No mortality was observed in the study. No toxicologically relevant clinical sign was recorded during the study. There were no statistically significant differences in ophthalmology, in neurological assessment or in the oestrus cycle. There was a minimal, but statistically significant test item related effects on terminal body weight in Mid and High Dose males and High Dose females. There was no significant difference in the food consumption. There were no treatment related changes in clinical pathology.

When compared to the controls, weight changes were observed in the lungs and thymus in test item exposed animals which were considered to be test item-related. The absolute and relative (to body and brain weights) lung weights were statistically significantly higher in High and Mid Dose males and females.
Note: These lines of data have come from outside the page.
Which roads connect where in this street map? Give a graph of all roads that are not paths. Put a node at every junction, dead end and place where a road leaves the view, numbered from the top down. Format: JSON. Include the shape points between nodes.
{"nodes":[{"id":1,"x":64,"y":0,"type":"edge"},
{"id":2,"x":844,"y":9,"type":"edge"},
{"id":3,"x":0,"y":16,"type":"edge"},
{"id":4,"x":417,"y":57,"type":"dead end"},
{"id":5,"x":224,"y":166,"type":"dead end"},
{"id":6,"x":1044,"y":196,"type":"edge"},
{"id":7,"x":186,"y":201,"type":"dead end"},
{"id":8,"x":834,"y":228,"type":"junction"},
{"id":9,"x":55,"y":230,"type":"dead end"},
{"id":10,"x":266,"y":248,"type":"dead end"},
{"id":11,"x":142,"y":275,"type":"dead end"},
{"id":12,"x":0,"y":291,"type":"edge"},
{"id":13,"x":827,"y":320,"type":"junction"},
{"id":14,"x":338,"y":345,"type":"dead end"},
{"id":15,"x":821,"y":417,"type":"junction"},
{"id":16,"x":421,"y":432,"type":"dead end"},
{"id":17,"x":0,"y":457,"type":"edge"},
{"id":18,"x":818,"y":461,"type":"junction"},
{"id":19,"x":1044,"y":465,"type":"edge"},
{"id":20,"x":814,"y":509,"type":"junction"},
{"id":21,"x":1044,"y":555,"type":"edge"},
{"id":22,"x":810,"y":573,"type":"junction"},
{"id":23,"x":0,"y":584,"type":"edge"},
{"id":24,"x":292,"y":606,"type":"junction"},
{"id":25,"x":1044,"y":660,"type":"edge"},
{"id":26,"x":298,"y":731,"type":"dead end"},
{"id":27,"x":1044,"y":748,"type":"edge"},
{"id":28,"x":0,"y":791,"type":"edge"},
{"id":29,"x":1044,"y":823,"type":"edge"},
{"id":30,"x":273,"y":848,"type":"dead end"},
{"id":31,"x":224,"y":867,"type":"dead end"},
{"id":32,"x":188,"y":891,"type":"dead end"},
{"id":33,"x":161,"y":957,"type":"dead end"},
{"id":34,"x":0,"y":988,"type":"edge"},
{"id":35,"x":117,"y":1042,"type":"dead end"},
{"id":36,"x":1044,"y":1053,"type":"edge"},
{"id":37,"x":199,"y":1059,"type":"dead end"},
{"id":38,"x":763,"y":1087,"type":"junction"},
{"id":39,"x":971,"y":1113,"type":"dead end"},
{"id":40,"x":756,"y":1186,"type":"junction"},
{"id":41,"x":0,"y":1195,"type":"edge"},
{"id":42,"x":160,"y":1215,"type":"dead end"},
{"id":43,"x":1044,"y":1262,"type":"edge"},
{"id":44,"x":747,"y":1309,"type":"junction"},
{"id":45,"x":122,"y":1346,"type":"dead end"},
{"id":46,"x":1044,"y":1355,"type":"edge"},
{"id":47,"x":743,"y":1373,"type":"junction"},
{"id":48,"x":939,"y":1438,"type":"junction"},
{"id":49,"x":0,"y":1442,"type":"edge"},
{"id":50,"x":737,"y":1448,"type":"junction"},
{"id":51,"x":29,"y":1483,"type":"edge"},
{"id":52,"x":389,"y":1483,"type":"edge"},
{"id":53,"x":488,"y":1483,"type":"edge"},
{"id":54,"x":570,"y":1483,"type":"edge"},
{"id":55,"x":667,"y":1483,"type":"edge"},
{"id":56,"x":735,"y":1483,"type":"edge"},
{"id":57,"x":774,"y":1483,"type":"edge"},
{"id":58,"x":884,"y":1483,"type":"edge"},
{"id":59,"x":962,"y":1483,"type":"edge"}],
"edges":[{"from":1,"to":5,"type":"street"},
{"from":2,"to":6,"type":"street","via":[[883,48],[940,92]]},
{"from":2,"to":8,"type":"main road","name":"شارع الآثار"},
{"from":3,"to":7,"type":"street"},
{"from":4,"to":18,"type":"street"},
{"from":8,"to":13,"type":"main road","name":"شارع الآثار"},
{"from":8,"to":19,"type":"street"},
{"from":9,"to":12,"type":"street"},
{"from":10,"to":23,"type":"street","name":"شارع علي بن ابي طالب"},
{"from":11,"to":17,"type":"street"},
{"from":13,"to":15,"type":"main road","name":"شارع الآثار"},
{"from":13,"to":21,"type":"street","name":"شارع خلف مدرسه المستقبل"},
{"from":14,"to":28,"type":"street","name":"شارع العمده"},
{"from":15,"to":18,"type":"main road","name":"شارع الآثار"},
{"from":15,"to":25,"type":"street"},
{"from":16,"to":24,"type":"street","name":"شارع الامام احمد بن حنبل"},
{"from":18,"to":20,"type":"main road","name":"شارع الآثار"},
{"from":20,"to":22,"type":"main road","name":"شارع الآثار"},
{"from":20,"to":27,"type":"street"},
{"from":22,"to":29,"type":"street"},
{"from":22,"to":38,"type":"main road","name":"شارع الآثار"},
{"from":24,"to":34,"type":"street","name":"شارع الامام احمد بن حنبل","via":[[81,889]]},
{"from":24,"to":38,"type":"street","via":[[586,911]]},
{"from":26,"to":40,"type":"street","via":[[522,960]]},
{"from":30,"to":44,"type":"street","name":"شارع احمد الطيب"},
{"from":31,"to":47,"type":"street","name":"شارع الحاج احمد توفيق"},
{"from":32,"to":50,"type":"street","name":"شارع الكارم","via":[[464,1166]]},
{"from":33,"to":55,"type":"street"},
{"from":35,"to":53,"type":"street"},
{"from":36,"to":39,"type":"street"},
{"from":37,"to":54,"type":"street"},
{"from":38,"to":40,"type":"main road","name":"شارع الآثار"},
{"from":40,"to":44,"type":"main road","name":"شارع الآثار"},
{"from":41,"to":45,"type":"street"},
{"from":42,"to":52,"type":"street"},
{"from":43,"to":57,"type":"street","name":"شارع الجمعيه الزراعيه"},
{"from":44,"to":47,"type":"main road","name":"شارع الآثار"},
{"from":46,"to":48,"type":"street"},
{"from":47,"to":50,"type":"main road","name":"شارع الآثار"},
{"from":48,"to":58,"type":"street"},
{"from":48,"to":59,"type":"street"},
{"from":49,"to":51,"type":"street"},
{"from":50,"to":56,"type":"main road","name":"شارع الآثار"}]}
The absolute and relative (to body and brain weights) lung weights were also higher in Low Dose males and females, with statistical significance in absolute and relative to body weights only. The increase in lung weights in test item exposed animals showed a dose dependent trend and correlated with the histopathological findings. The absolute and relative (to body and brain weights) thymus weights were lower in all dose groups in females and Mid and High Dose males, attaining statistical significance in Mid and High Dose females. These decrease in thymus weights in Mid and High Dose animals correlated with the macroscopic and microscopic findings.

In histopathology, test item-related changes were seen in the lung, in the nasal cavity and in the mediastinal lymph nodes at all dose levels. A higher incidence/severity of reduced size/cellularity of thymus was observed in Mid and High Dose animals. The histopathology changes were considered non-adverse, adaptive changes.